FIG. 1.

ZIPK colocalizes with Daxx in PODs. (A) HeLa cells grown on coverslips were transiently transfected with FLAG-ZIPK. After 36 h of transfection, cells were stimulated with 1,500 U of IFN-γ/ml or 1.0 μM As₂O₃ for 12 h. After fixation, cells were stained with an anti-FLAG antibody (M2) for the detection of ZIPK and DAPI for visualization of nuclei. Antibody detection was achieved with a FITC-conjugated anti-mouse antibody (green), followed by microscopy analysis.

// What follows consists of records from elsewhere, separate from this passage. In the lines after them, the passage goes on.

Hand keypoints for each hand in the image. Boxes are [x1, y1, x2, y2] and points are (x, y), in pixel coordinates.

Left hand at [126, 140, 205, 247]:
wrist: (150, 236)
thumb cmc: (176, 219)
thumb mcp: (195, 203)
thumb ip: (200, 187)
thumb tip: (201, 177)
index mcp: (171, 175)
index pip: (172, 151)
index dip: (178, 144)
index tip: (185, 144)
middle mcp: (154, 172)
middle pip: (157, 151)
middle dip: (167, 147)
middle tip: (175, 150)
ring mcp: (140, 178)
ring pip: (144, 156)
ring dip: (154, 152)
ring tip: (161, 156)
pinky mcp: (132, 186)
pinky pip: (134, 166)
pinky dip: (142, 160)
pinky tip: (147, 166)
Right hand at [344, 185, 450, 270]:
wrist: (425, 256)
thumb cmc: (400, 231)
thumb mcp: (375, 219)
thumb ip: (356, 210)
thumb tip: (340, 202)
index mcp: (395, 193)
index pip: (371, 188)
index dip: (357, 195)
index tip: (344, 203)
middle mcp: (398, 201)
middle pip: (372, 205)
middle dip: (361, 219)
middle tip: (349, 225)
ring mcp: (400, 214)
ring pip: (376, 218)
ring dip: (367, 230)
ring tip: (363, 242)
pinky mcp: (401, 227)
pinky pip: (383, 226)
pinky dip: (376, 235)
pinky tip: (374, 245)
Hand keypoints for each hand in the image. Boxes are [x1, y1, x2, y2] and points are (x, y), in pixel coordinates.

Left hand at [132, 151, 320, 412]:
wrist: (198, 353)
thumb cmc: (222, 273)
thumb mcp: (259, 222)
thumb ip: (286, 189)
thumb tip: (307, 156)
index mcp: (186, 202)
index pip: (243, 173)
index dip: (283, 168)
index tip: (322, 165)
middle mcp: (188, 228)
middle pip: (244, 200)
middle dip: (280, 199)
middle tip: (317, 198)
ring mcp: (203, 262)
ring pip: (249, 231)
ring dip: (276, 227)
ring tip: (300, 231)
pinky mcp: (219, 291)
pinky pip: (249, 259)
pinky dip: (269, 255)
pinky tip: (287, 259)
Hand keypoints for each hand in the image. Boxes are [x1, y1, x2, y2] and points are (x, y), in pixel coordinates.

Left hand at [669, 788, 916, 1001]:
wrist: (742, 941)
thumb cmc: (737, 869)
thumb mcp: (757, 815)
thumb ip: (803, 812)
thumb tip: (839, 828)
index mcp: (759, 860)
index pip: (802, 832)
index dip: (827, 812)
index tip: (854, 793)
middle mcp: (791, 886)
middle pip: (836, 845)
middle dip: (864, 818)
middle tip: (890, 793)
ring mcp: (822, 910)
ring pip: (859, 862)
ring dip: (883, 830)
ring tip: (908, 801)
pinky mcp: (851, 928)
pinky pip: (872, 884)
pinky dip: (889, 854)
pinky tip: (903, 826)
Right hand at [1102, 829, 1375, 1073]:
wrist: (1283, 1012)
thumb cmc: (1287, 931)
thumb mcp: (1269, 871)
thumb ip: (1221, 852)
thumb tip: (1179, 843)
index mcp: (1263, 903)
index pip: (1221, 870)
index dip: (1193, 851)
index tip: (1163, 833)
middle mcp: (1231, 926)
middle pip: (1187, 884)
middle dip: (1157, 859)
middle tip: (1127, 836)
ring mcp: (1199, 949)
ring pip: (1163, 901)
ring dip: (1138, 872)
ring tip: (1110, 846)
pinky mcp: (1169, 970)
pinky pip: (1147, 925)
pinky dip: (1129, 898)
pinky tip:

The bottom panels show the overlay result. (B) HeLa cells transiently transfected with FLAG-ZIPK were stimulated with IFN-γ and As₂O₃ for 12 h and stained with an anti-FLAG antibody, and the percentage of transfected cells with a speckled pattern was determined by counting a minimum of 200 transfected cells. Data represent means ± standard deviations (n = 3). (C and D) HeLa cells transiently transfected with FLAG-ZIPK were stimulated with IFN-γ or As₂O₃ for 12 h and stained sequentially with an anti-FLAG monoclonal antibody (top), an anti-PML polyclonal antibody (C, upper middle), or an anti-Daxx polyclonal antibody (D, upper middle) and DAPI (bottom). Antibody detection was achieved with a FITC-conjugated anti-mouse antibody (green) and a rhodamine-conjugated anti-rabbit antibody (red). Overlay results (merge) demonstrate colocalization of FLAG-ZIPK and PML or Daxx in response to IFN-γ and As₂O₃.